What this task involves: For each line below that holds the word "県道明治村小牧線", make a copy.

::::::::::

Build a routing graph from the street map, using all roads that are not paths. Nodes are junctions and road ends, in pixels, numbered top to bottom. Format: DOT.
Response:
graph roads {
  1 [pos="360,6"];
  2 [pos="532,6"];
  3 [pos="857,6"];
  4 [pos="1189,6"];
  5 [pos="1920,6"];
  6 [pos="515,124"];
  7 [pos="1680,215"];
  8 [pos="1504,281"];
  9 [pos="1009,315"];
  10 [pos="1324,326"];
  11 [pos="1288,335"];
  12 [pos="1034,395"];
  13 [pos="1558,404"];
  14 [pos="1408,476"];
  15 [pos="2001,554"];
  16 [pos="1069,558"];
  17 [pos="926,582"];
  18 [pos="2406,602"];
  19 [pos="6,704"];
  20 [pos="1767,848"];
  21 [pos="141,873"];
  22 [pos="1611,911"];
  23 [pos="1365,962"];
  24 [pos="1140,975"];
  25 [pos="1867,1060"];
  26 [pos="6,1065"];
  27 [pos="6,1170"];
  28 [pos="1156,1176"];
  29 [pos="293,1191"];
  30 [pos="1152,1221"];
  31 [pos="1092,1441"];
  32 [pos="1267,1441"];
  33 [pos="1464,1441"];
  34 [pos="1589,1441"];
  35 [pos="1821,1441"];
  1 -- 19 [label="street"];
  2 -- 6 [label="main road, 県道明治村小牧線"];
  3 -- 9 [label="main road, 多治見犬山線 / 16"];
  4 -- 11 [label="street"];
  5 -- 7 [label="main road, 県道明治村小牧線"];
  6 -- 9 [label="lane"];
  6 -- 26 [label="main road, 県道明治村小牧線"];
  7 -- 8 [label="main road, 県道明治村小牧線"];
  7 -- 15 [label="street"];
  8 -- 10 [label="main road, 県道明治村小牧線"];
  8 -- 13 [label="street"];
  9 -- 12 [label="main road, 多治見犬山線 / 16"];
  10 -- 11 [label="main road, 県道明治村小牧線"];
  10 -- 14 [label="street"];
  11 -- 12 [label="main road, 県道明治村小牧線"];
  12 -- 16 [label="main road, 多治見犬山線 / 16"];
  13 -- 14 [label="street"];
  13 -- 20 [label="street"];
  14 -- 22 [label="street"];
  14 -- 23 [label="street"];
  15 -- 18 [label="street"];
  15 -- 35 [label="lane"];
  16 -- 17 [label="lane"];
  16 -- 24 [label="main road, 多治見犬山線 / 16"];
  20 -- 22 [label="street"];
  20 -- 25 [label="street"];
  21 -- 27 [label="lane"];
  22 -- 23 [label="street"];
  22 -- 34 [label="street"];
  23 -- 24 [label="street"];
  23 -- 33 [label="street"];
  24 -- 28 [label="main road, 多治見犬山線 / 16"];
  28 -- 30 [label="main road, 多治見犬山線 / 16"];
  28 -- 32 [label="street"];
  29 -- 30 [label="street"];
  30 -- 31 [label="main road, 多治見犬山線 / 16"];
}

::::::::::

Written answer:
  2 -- 6 [label="main road, 県道明治村小牧線"];
  5 -- 7 [label="main road, 県道明治村小牧線"];
  6 -- 26 [label="main road, 県道明治村小牧線"];
  7 -- 8 [label="main road, 県道明治村小牧線"];
  8 -- 10 [label="main road, 県道明治村小牧線"];
  10 -- 11 [label="main road, 県道明治村小牧線"];
  11 -- 12 [label="main road, 県道明治村小牧線"];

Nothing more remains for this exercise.